§ **WHAT TO DO**: Give back every line of the material below that has the string "edges".
Content starts
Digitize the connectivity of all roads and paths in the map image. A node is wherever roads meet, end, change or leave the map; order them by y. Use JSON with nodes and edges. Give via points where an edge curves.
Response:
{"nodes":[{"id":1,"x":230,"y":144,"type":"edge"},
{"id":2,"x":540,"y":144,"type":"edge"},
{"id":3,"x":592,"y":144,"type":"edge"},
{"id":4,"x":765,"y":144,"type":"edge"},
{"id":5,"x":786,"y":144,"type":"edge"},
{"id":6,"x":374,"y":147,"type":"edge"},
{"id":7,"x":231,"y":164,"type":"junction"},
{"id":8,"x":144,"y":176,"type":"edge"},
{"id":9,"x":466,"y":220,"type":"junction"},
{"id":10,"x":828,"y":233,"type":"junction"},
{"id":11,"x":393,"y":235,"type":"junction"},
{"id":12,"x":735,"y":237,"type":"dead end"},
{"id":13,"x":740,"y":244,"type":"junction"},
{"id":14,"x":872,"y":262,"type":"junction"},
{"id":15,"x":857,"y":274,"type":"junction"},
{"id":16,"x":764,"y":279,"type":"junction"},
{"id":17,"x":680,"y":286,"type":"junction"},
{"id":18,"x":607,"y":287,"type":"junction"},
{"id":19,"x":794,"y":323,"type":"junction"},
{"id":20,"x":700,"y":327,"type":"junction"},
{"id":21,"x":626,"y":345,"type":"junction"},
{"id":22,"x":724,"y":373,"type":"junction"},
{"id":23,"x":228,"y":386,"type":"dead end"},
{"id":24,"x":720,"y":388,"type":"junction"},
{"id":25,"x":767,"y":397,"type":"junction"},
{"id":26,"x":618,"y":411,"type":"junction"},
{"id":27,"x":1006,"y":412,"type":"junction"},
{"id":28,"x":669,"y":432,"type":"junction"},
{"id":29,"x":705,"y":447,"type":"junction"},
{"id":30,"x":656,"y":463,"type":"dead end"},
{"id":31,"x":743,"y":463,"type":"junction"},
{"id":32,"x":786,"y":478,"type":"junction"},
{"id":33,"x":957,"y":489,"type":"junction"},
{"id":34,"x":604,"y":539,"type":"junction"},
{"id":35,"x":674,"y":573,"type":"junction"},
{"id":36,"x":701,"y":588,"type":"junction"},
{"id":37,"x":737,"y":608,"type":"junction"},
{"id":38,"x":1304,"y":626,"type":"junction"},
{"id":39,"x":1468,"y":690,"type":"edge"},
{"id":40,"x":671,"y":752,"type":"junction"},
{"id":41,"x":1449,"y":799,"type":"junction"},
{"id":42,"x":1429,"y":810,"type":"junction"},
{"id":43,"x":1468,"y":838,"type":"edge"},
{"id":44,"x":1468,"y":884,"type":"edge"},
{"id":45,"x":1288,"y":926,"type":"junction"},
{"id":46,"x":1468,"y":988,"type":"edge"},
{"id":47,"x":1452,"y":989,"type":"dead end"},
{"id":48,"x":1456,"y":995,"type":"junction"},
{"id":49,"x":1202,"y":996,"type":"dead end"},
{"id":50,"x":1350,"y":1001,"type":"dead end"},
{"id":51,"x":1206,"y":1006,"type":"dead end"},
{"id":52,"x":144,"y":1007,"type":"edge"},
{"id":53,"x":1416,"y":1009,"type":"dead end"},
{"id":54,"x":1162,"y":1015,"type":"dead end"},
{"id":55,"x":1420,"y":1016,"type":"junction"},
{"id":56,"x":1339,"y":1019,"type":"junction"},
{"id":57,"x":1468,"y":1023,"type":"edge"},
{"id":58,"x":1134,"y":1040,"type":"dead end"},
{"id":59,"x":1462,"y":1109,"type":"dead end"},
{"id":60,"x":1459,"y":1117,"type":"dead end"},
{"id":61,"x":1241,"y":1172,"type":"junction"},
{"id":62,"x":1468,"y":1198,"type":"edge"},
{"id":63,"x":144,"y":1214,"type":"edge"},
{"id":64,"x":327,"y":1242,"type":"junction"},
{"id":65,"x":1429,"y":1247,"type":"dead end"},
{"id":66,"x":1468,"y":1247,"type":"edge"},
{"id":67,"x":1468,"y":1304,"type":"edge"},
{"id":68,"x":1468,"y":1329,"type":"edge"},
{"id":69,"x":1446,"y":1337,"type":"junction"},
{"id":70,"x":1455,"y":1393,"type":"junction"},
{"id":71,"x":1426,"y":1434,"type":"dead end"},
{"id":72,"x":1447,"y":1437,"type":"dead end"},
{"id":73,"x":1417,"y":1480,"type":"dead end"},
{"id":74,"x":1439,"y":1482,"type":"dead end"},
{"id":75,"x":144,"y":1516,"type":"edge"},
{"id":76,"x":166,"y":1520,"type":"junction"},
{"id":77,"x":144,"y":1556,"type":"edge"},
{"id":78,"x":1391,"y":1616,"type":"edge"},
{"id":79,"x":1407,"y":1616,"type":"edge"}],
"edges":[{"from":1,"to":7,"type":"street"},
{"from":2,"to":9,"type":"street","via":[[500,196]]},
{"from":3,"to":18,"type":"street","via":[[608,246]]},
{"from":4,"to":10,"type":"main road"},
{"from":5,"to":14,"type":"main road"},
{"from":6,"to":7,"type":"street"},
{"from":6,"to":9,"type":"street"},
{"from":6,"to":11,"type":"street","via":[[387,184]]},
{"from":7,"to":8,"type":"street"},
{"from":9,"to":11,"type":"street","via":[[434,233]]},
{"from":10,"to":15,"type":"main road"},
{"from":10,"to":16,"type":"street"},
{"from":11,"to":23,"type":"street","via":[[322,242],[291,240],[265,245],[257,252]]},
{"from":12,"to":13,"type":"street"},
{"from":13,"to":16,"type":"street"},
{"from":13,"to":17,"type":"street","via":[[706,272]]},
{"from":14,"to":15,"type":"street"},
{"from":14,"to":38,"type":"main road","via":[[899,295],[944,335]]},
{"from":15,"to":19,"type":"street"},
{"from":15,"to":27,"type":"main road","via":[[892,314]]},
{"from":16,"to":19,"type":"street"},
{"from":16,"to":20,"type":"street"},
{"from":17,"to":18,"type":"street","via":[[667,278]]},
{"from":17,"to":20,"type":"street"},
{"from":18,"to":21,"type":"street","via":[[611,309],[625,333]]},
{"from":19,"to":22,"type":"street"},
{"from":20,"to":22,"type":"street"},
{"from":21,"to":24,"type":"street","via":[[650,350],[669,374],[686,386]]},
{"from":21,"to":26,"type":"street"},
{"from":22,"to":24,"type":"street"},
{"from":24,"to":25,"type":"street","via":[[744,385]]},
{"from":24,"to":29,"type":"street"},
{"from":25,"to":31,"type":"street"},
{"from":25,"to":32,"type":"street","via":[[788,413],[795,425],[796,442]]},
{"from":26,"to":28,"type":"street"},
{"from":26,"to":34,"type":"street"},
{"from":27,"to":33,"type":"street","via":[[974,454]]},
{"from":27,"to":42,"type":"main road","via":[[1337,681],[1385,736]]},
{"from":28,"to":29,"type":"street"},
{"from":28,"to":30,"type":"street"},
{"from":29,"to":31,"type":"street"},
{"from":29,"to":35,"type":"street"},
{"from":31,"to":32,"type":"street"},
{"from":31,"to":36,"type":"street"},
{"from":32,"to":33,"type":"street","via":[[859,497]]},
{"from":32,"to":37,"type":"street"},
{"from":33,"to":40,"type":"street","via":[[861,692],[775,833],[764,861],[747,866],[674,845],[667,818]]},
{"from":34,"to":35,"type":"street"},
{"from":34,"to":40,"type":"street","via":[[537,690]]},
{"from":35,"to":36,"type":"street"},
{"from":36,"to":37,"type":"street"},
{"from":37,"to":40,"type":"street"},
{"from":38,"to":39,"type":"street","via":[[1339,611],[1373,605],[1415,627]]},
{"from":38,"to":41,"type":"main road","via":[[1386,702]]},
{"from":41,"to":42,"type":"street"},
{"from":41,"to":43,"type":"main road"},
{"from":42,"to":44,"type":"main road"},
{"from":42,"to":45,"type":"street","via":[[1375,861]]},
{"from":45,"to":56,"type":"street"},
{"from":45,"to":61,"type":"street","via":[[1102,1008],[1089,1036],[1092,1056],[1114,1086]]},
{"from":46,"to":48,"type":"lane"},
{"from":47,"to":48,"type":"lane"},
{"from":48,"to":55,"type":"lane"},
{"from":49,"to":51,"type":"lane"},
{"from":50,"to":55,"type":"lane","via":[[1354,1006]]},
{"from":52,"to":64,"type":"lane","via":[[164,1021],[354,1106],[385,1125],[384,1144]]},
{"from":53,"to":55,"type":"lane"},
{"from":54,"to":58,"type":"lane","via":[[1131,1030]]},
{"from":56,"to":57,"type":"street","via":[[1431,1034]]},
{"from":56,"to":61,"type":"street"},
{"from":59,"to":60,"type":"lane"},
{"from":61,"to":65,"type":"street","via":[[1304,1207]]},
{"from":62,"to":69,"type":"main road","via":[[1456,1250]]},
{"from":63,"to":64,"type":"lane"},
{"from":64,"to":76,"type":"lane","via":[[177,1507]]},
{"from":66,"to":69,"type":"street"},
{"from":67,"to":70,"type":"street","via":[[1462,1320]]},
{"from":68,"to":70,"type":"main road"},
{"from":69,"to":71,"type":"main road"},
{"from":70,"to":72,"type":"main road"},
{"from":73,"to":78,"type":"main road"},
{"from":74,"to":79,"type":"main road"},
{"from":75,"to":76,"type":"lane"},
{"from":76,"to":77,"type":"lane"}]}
Content ends
§ **RESPONSE BELOW**:
Digitize the connectivity of all roads and paths in the map image. A node is wherever roads meet, end, change or leave the map; order them by y. Use JSON with nodes and edges. Give via points where an edge curves.
"edges":[{"from":1,"to":7,"type":"street"},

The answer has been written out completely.